What you should do: Upon reaching the line containing "Digitize the connectivity", output that line and all remaining lines exactly, through the end of the entries, and output nothing before it.

Provided entries:
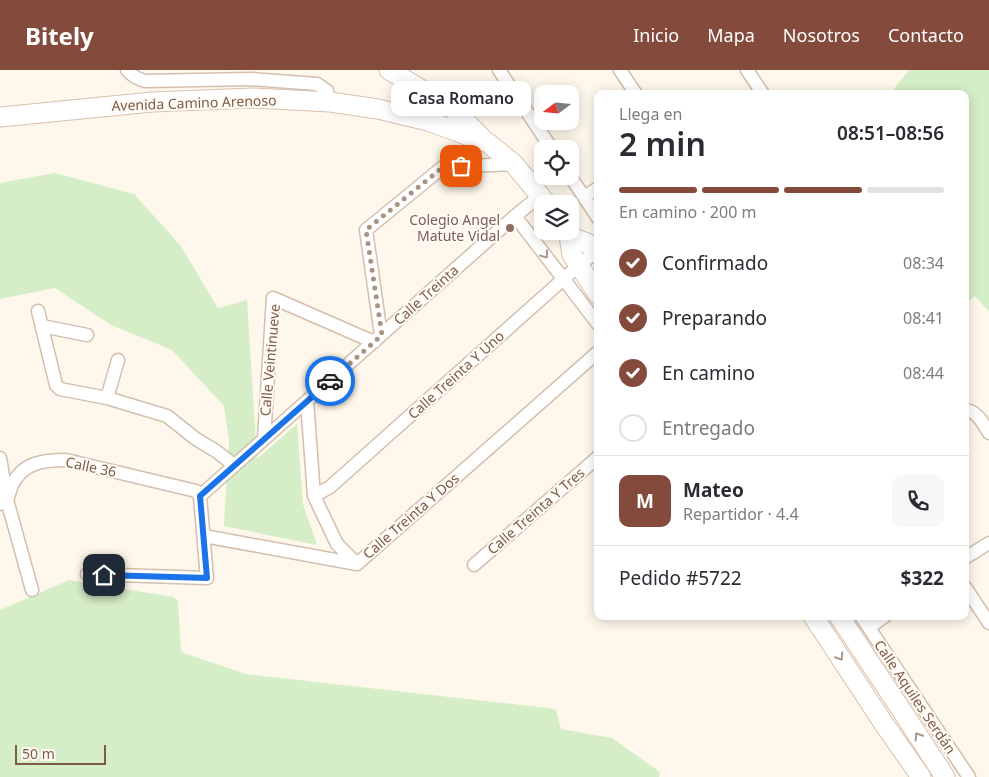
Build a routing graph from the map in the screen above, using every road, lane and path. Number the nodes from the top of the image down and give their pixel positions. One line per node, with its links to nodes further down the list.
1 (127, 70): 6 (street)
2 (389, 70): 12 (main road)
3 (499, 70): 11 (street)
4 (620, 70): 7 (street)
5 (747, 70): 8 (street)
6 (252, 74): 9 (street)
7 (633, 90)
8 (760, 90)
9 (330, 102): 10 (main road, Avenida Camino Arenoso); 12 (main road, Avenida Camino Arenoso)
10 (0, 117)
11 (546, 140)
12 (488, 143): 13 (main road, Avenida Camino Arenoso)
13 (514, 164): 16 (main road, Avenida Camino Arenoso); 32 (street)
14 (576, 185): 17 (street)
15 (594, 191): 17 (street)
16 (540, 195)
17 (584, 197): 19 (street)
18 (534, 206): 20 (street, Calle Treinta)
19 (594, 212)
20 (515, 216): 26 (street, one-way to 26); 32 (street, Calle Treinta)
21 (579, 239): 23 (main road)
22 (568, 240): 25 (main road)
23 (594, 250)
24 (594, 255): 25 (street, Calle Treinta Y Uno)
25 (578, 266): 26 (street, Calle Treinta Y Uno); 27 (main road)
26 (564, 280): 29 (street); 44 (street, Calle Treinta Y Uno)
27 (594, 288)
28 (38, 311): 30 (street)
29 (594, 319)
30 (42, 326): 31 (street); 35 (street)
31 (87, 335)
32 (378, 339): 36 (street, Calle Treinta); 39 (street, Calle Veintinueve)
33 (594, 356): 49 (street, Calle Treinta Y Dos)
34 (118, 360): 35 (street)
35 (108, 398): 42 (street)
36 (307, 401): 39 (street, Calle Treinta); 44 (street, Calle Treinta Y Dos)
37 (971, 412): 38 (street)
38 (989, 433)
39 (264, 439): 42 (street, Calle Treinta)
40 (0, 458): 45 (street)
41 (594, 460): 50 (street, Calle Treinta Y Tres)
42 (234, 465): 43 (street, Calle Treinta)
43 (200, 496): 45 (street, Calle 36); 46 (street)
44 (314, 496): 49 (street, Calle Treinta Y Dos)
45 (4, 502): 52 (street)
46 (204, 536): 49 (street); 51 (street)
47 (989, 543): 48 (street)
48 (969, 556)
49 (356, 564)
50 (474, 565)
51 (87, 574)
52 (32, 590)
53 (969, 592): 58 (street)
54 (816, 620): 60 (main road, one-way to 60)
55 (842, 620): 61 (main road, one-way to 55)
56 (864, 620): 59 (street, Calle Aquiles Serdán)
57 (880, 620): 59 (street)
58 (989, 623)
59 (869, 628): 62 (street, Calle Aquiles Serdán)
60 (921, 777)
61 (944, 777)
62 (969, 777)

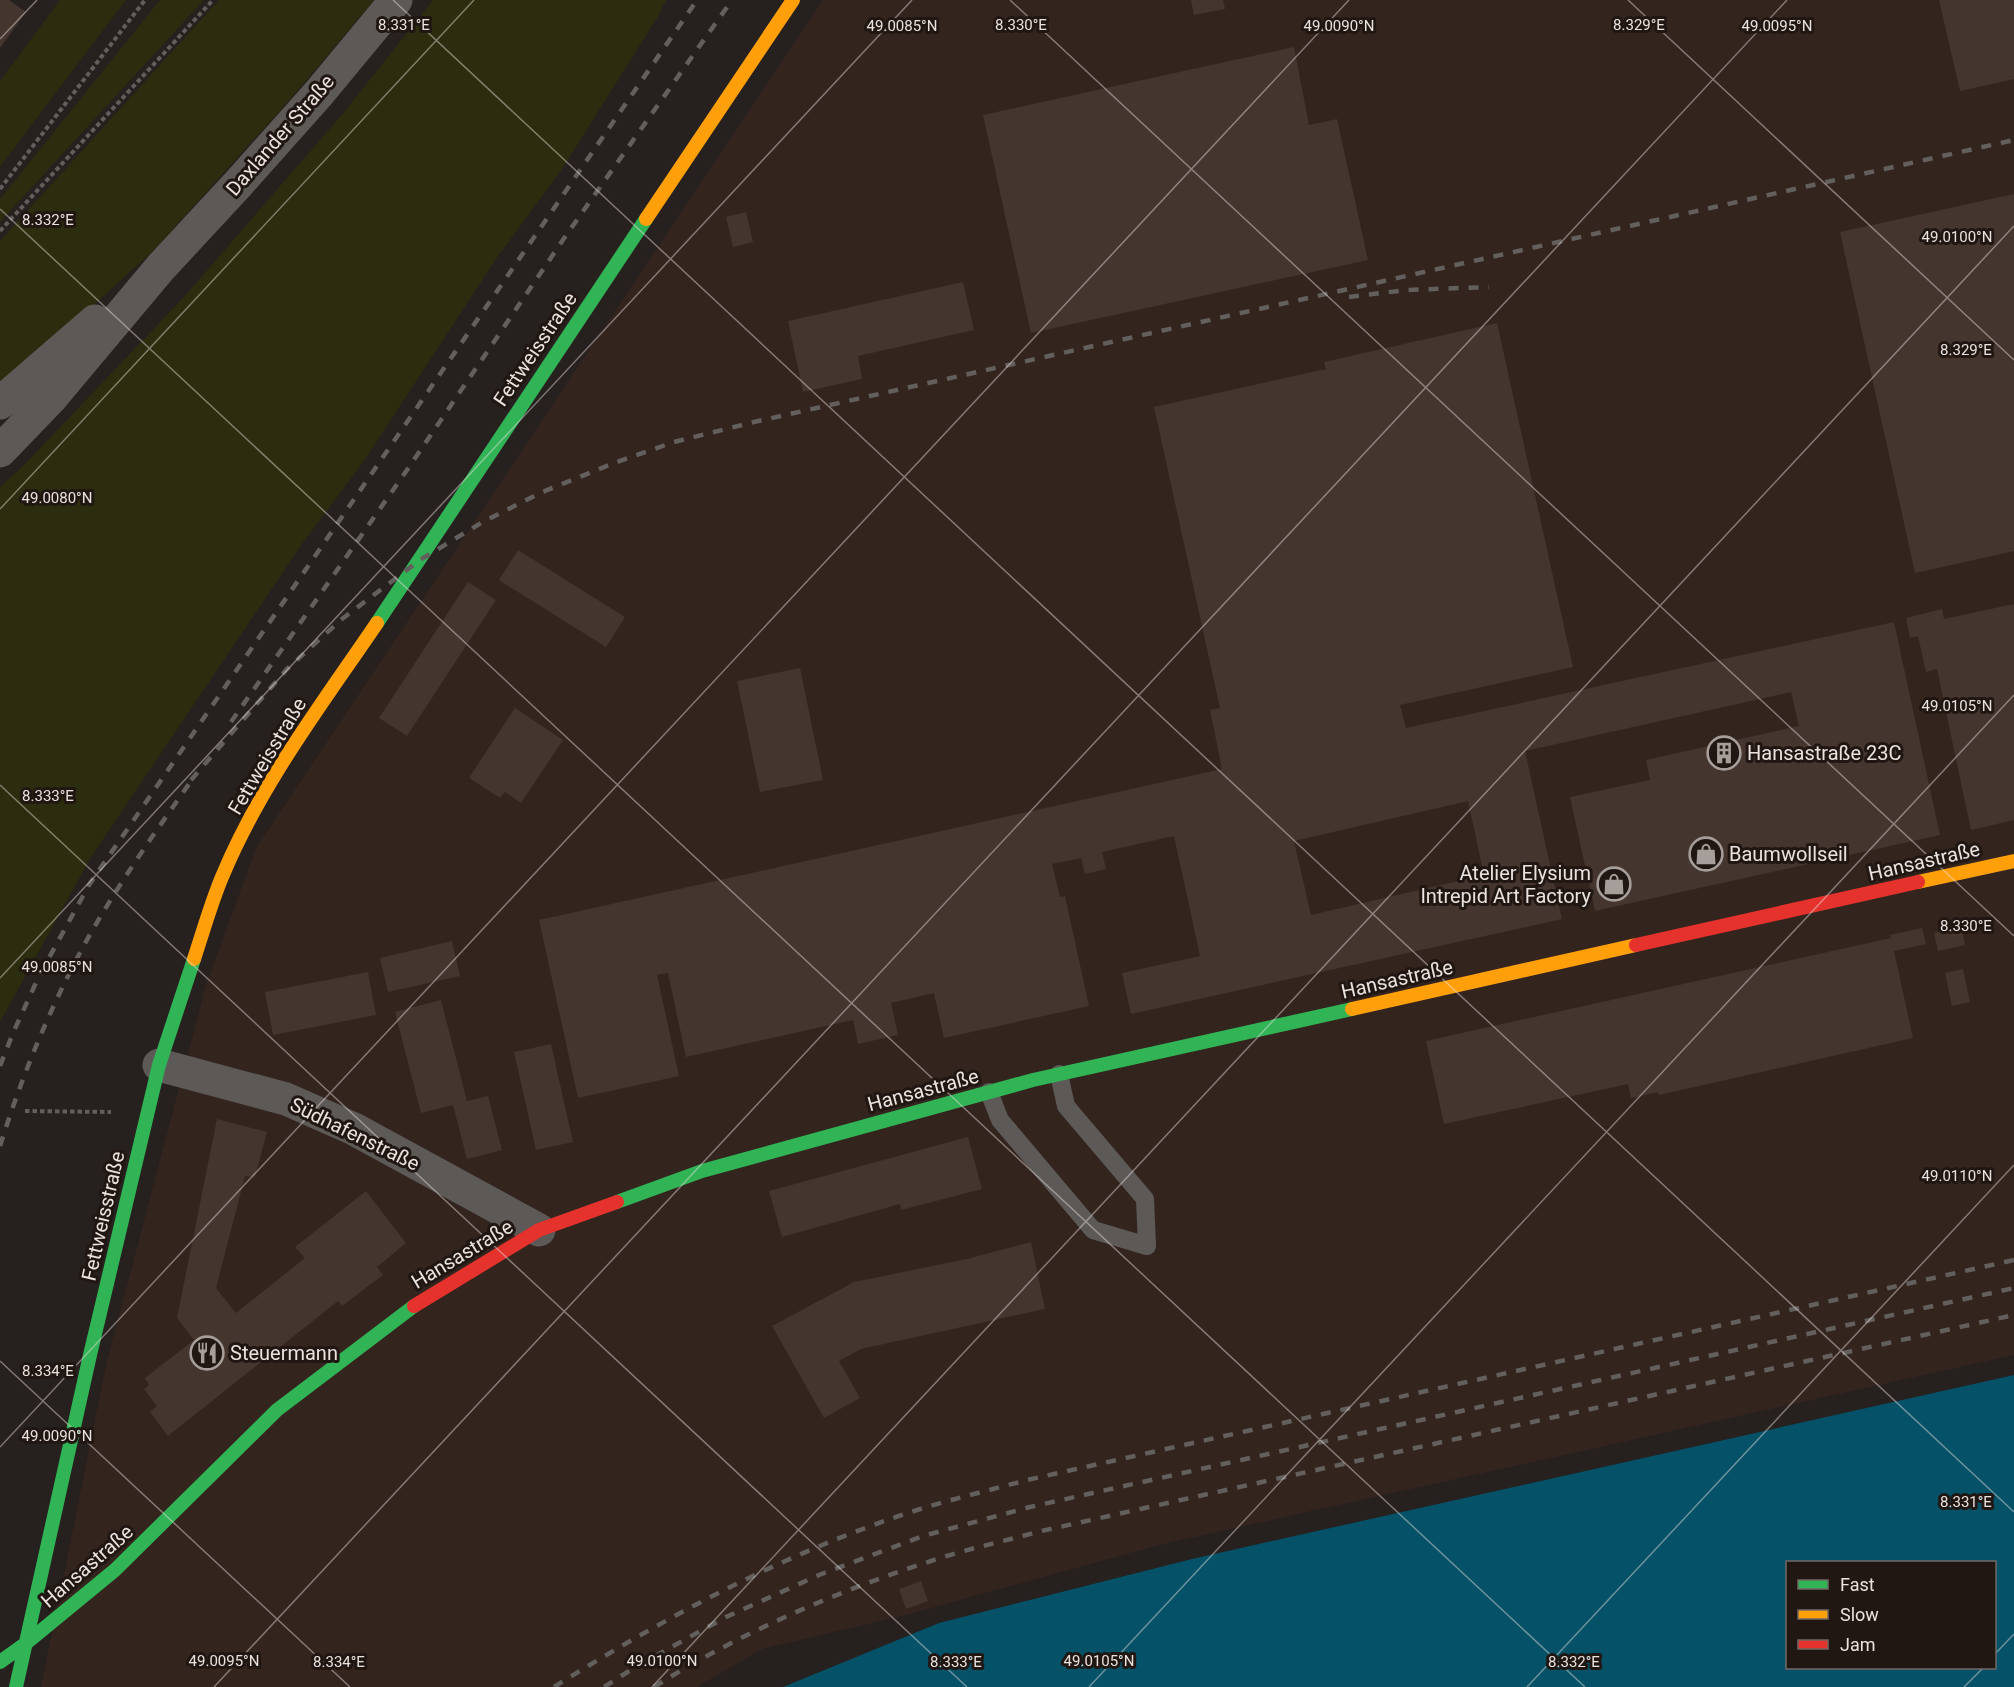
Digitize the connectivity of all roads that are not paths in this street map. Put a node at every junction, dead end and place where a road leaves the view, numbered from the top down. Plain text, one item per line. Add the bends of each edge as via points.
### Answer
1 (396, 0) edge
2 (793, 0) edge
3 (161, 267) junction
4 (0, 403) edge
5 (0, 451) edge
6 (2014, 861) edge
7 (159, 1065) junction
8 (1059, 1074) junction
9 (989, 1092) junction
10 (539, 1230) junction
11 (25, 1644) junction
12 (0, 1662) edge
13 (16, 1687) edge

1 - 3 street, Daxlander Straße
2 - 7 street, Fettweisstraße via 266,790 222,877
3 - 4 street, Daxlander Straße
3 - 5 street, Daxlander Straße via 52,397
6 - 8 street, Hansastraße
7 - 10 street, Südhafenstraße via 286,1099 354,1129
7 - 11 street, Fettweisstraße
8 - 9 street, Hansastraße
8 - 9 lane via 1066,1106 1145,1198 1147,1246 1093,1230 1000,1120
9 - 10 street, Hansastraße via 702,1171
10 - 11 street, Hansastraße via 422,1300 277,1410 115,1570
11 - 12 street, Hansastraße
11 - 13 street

Worked solution:
Digitize the connectivity of all roads that are not paths in this street map. Put a node at every junction, dead end and place where a road leaves the view, numbered from the top down. Plain text, one item per line. Add the bends of each edge as via points.
### Answer
1 (396, 0) edge
2 (793, 0) edge
3 (161, 267) junction
4 (0, 403) edge
5 (0, 451) edge
6 (2014, 861) edge
7 (159, 1065) junction
8 (1059, 1074) junction
9 (989, 1092) junction
10 (539, 1230) junction
11 (25, 1644) junction
12 (0, 1662) edge
13 (16, 1687) edge

1 - 3 street, Daxlander Straße
2 - 7 street, Fettweisstraße via 266,790 222,877
3 - 4 street, Daxlander Straße
3 - 5 street, Daxlander Straße via 52,397
6 - 8 street, Hansastraße
7 - 10 street, Südhafenstraße via 286,1099 354,1129
7 - 11 street, Fettweisstraße
8 - 9 street, Hansastraße
8 - 9 lane via 1066,1106 1145,1198 1147,1246 1093,1230 1000,1120
9 - 10 street, Hansastraße via 702,1171
10 - 11 street, Hansastraße via 422,1300 277,1410 115,1570
11 - 12 street, Hansastraße
11 - 13 street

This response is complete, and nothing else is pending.